* [RECORDS FOR THIS EXERCISE]
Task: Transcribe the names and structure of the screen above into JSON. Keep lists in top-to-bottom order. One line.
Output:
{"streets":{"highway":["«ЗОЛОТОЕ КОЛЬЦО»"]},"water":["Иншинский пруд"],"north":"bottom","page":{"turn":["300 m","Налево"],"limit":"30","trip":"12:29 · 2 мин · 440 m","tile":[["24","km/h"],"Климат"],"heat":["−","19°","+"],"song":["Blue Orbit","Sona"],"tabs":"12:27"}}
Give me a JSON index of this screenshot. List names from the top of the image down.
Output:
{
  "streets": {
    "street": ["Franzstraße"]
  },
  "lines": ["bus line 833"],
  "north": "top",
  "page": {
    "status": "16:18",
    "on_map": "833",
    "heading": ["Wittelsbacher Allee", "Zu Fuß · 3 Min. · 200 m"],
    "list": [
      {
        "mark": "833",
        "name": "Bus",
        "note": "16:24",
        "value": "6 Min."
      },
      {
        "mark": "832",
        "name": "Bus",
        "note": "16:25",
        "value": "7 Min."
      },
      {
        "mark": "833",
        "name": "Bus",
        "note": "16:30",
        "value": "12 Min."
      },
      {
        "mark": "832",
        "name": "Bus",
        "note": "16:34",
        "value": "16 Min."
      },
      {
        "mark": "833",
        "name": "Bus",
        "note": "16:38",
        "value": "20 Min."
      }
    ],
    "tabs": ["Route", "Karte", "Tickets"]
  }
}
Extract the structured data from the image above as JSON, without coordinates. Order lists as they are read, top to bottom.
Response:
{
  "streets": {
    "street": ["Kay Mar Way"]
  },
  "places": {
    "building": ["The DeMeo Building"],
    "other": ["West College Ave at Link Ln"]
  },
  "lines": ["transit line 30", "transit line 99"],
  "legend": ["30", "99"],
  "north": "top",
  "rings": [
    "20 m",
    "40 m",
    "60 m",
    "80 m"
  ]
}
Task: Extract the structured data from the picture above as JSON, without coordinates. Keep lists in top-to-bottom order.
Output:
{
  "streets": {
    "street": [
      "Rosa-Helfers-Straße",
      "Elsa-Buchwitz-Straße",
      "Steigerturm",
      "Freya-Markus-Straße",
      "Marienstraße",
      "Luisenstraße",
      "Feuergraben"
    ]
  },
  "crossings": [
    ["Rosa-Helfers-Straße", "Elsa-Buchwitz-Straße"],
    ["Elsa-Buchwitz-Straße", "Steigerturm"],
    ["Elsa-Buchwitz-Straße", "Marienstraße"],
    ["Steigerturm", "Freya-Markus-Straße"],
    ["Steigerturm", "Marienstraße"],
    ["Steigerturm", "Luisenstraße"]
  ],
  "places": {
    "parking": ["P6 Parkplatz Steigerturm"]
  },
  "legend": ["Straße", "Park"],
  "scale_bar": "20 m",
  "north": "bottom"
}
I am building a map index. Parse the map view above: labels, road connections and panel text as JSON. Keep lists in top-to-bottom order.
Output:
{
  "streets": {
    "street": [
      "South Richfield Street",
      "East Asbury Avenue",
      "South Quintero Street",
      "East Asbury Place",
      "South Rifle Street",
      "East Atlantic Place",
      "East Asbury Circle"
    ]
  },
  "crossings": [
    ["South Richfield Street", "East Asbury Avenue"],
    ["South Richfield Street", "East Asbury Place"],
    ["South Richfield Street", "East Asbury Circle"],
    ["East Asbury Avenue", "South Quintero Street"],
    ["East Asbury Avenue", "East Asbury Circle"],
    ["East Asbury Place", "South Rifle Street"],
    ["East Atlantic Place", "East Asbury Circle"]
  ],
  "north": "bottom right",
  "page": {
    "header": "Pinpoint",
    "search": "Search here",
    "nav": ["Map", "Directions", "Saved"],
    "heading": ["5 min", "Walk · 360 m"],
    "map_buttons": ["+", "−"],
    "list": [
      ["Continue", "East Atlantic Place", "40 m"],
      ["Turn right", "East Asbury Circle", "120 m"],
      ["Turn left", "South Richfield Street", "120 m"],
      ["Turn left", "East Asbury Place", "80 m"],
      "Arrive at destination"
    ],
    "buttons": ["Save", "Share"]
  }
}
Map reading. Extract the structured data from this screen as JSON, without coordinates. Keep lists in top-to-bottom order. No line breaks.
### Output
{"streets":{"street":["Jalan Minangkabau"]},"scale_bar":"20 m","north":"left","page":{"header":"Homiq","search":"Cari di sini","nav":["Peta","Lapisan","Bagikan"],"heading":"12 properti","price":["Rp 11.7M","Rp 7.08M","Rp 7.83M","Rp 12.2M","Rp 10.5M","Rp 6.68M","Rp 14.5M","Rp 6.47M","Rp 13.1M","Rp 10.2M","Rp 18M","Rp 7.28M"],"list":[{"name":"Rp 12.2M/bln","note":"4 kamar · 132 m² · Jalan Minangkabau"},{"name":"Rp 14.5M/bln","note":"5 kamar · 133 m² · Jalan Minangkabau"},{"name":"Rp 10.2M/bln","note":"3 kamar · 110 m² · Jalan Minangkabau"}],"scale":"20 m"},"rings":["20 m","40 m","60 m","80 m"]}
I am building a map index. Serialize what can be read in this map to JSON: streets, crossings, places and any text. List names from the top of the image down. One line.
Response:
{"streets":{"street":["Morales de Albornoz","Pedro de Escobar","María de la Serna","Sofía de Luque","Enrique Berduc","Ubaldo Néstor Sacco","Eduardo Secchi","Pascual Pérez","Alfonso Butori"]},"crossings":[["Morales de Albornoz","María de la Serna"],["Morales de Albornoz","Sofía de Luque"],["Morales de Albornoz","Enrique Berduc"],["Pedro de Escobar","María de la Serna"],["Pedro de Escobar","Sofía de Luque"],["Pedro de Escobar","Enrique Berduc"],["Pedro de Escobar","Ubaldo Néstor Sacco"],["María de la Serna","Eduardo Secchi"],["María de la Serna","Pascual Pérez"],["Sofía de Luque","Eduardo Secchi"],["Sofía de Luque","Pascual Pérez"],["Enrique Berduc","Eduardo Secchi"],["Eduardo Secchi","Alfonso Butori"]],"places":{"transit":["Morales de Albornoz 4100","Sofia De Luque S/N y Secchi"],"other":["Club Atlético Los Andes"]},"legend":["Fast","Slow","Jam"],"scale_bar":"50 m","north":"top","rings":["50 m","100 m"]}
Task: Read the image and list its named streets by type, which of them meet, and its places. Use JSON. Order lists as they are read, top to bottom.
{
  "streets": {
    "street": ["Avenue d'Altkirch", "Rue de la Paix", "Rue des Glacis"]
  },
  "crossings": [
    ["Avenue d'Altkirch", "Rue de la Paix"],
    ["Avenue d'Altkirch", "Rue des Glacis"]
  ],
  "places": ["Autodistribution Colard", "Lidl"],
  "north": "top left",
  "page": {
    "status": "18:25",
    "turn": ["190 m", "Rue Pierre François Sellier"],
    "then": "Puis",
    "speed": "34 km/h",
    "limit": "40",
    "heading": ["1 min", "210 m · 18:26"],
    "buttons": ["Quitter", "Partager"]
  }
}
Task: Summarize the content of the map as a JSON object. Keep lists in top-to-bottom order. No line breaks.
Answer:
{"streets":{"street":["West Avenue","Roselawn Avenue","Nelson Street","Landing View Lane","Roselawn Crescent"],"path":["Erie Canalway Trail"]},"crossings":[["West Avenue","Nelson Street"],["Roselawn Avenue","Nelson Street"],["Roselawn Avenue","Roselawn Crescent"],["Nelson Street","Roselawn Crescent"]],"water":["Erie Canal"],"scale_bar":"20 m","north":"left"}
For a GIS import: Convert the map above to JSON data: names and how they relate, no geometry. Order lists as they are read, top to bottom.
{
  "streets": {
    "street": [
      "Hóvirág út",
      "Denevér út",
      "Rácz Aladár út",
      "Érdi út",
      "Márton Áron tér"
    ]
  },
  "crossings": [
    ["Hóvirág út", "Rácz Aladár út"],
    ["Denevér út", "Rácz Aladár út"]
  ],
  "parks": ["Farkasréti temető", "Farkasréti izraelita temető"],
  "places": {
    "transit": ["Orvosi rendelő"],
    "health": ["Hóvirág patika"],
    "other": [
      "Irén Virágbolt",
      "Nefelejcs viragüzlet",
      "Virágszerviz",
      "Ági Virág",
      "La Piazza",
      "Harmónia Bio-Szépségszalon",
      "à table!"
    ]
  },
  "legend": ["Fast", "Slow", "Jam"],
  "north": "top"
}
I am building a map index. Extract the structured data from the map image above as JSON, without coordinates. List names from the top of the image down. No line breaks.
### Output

* [TASK INSTRUCTIONS] All lines above that contain "Extract" are required in the answer.

* [EXERCISE SOLUTION]
Extract the structured data from the image above as JSON, without coordinates. Order lists as they are read, top to bottom.
Task: Extract the structured data from the picture above as JSON, without coordinates. Keep lists in top-to-bottom order.
Map reading. Extract the structured data from this screen as JSON, without coordinates. Keep lists in top-to-bottom order. No line breaks.
I am building a map index. Extract the structured data from the map image above as JSON, without coordinates. List names from the top of the image down. No line breaks.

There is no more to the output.